Comparison to Other Progressive Settlements

The Volino case was not isolated. Similar lawsuits were filed nationwide:

  • Alabama: Reynolds v. Progressive

  • Arkansas: Knight v. Progressive

  • Georgia: Separate PSA-related settlement

Each case involved alleged misuse of Projected Sold Adjustments to reduce total loss claim payouts.

Common Thread

Across states, plaintiffs challenged the same valuation methodology. These cases suggest a broader pattern rather than isolated errors.

Nationwide scrutiny has increased pressure on insurers to re-evaluate valuation practices following the Volino v. Progressive settlement.

Comparison to Other Progressive Settlements

What This Means for Future Claims

While the settlement did not require Progressive to admit wrongdoing, it sent a clear signal to the insurance industry. Insurers are expected to ensure that total loss valuations accurately reflect real-world market conditions rather than relying on unexplained or automatic downward adjustments. Even without a formal change mandate, settlements of this size tend to influence internal practices and compliance reviews.

For future claims, Progressive may refine how valuation software is applied, especially when determining a vehicle’s actual cash value. Claims adjusters are likely to face greater scrutiny, both internally and from regulators, to justify how final numbers are calculated. At the same time, consumers are now more informed and vigilant. Many policyholders know to request valuation reports, review comparable vehicles, and challenge figures that seem inconsistent with local market prices.

Regulators also face increased pressure to enforce transparency and ensure insurers comply with state valuation rules. Importantly, class members who accepted settlement payments waived future claims related to PSAs for past losses, while those who opted out preserved their individual legal rights.

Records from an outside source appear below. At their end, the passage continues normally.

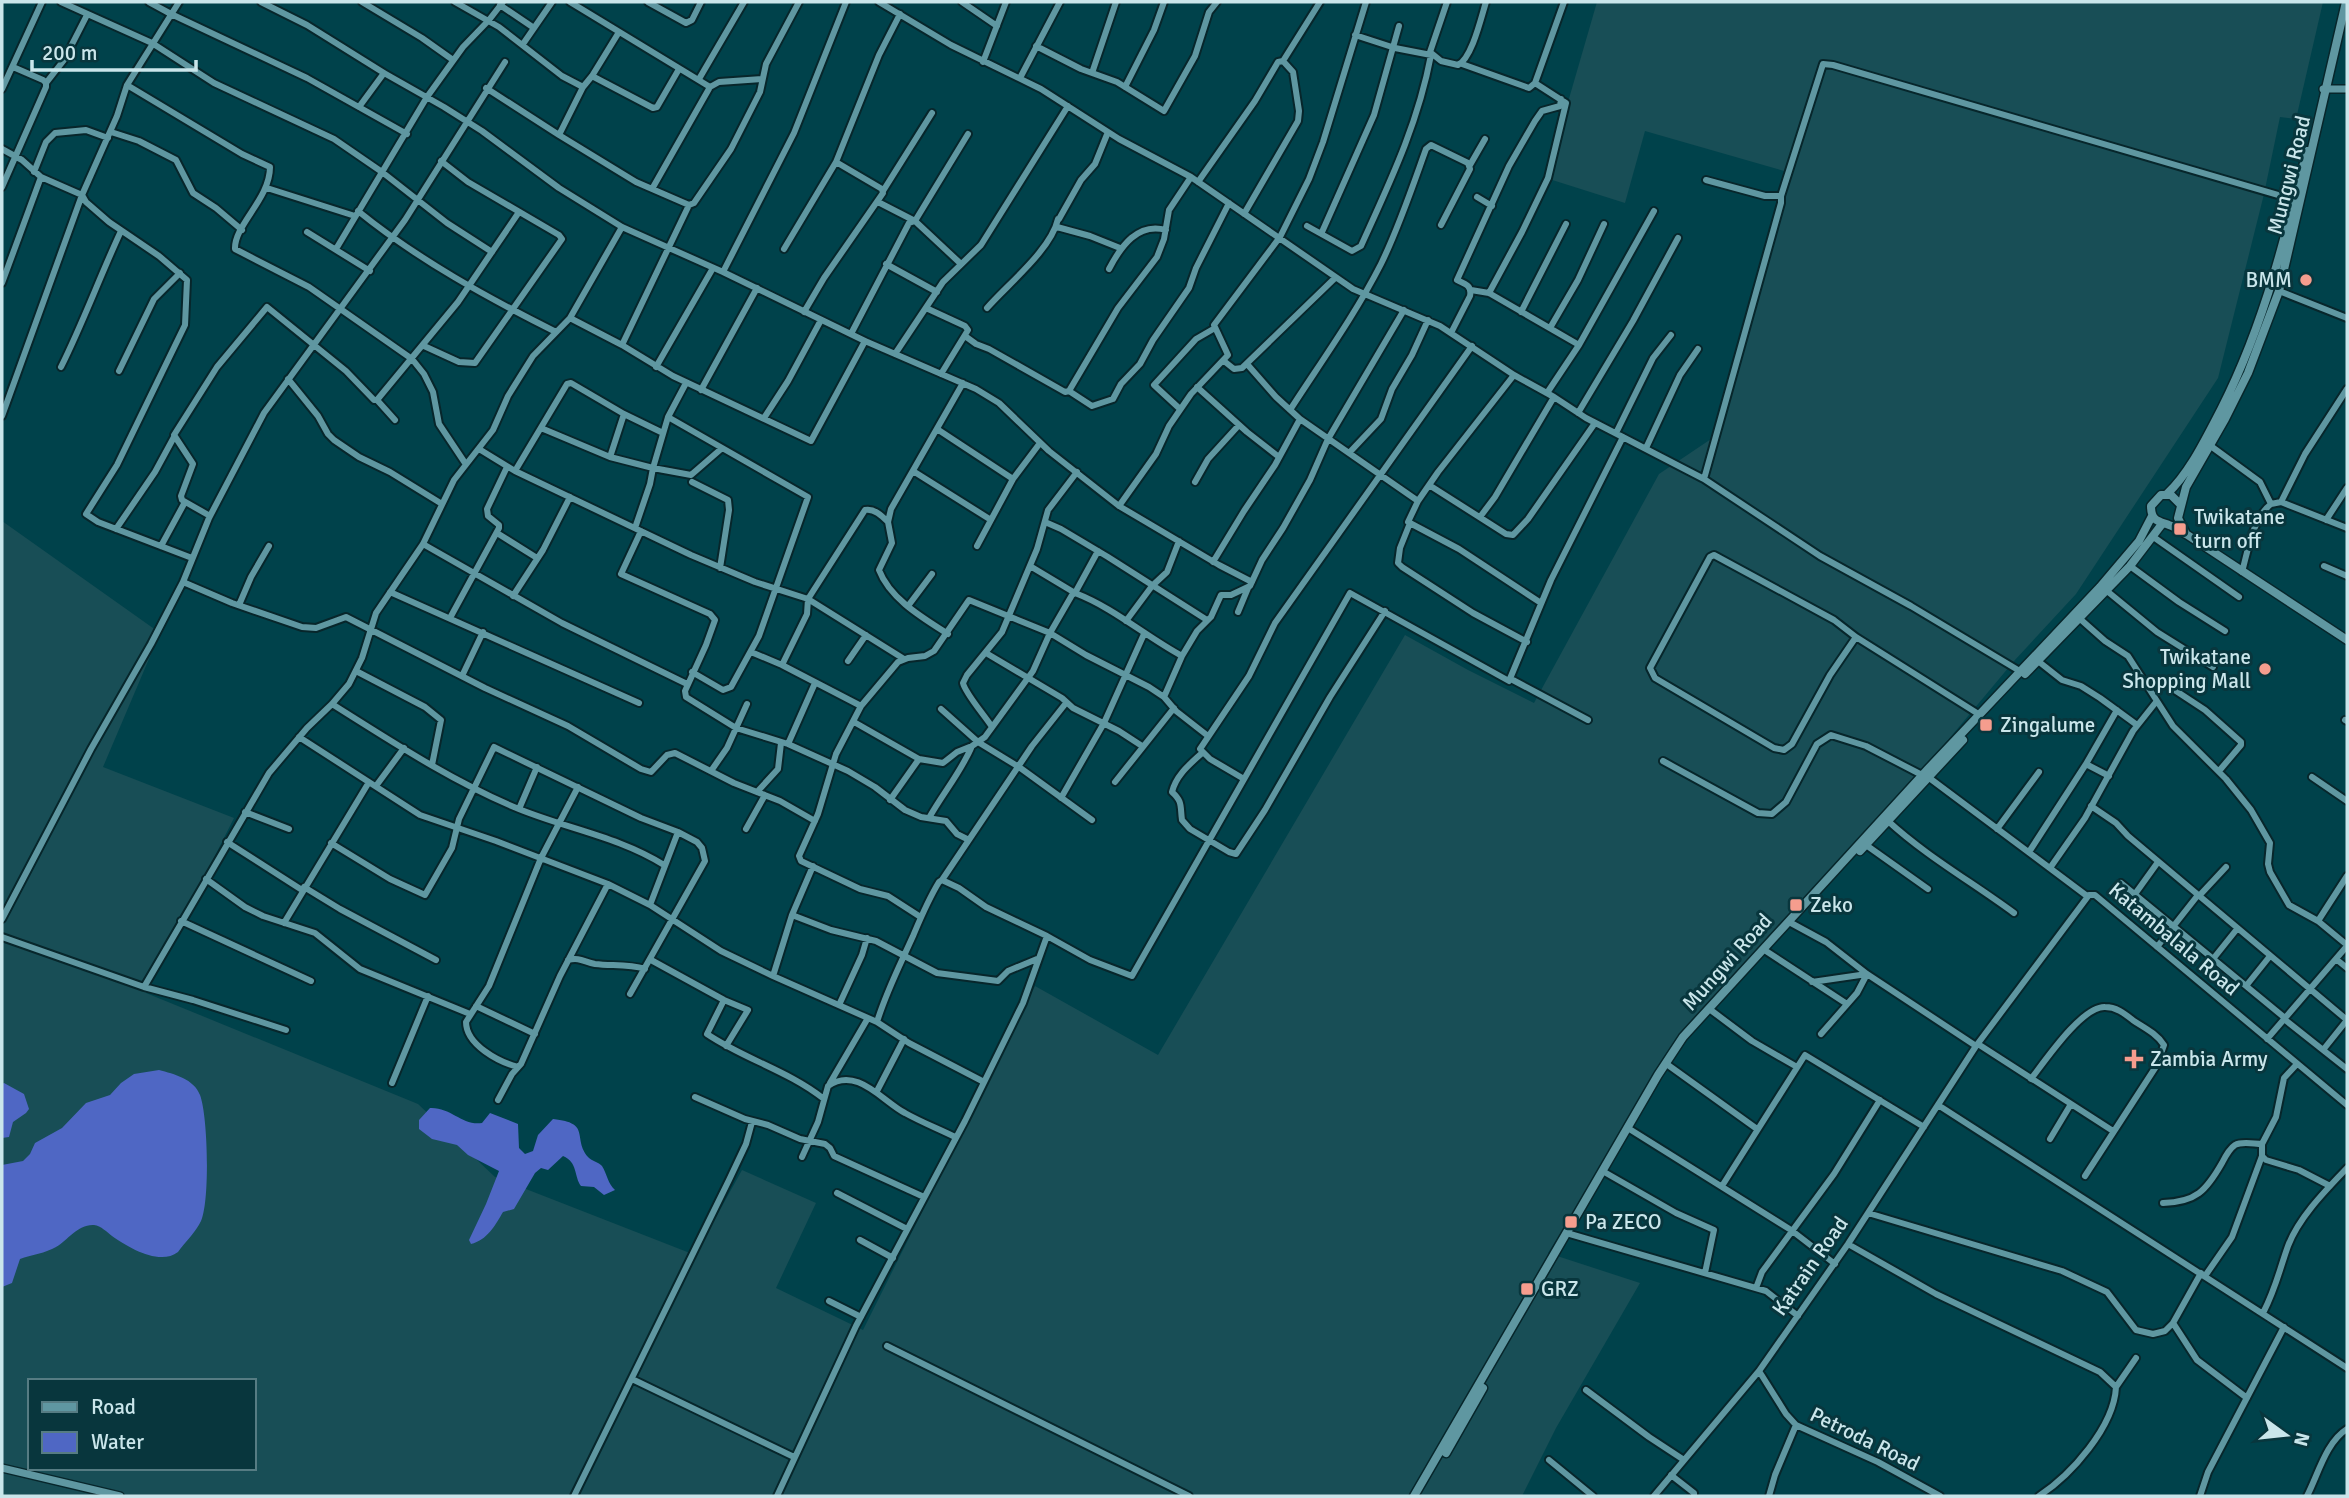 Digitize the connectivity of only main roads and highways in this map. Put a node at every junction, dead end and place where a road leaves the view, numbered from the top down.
1 (2344, 2) edge
2 (2325, 89) junction
3 (2207, 444) junction
4 (2167, 494) junction
5 (2180, 504) junction
6 (2152, 516) junction
7 (2178, 518) junction
8 (2165, 524) junction
9 (2186, 534) junction
10 (2347, 640) edge
11 (2023, 673) junction
12 (1925, 776) junction
13 (1414, 1496) edge
14 (1420, 1496) edge

1 - 2 main road, Mungwi Road
2 - 3 main road, Mungwi Road
2 - 3 main road, Mungwi Road
3 - 4 main road, Mungwi Road
3 - 5 main road, Mungwi Road
4 - 5 main road
4 - 6 main road
5 - 7 main road
6 - 8 main road
6 - 11 main road, Mungwi Road
7 - 8 main road
7 - 9 main road
8 - 9 main road
8 - 11 main road, Mungwi Road
9 - 10 main road
11 - 12 main road, Mungwi Road
11 - 12 main road, Mungwi Road
12 - 13 main road, Mungwi Road
12 - 14 main road, Mungwi Road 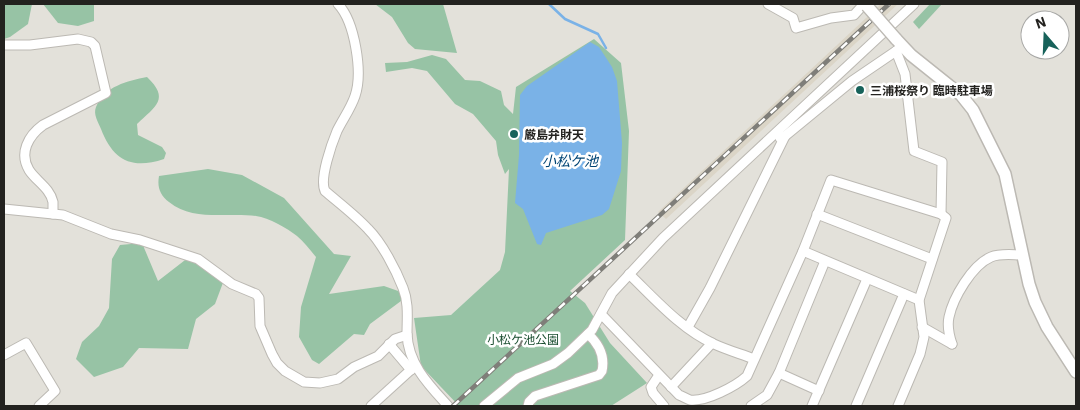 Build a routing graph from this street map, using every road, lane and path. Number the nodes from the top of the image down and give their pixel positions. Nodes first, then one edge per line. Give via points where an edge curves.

Ultimately, understanding how your vehicle’s actual cash value is calculated remains critical when navigating any future total loss claim.

Final Thoughts

The Volino v. Progressive settlement marked a major moment for consumer protection in New York insurance law. By addressing how total loss claims were valued, the case highlighted the importance of transparency and fair market assessments.

While the settlement closed this chapter, its impact continues to shape insurer practices and consumer awareness. If you’ve ever questioned a vehicle valuation, this case shows why scrutiny matters.

Drivers should always review total loss calculations carefully and ask questions when numbers don’t add up. If you believe you were affected, contact the settlement administrator and keep informed about your rights in any future insurance claim.

FAQs

1. Can I still file a claim if I missed the deadline?

No. All claim deadlines have passed, and the settlement is closed.

2. What if I didn’t receive my payment?

Contact the settlement administrator to confirm eligibility and address status.

3. Do I have to pay taxes on the settlement?

Usually, no, as payments compensate for property loss, but consult a tax advisor.

4. Can I opt out now?

No. Opt-out deadlines expired before final approval.

5. What happens if I have a future total loss claim with Progressive?

Future claims are not covered, but this case increases transparency expectations.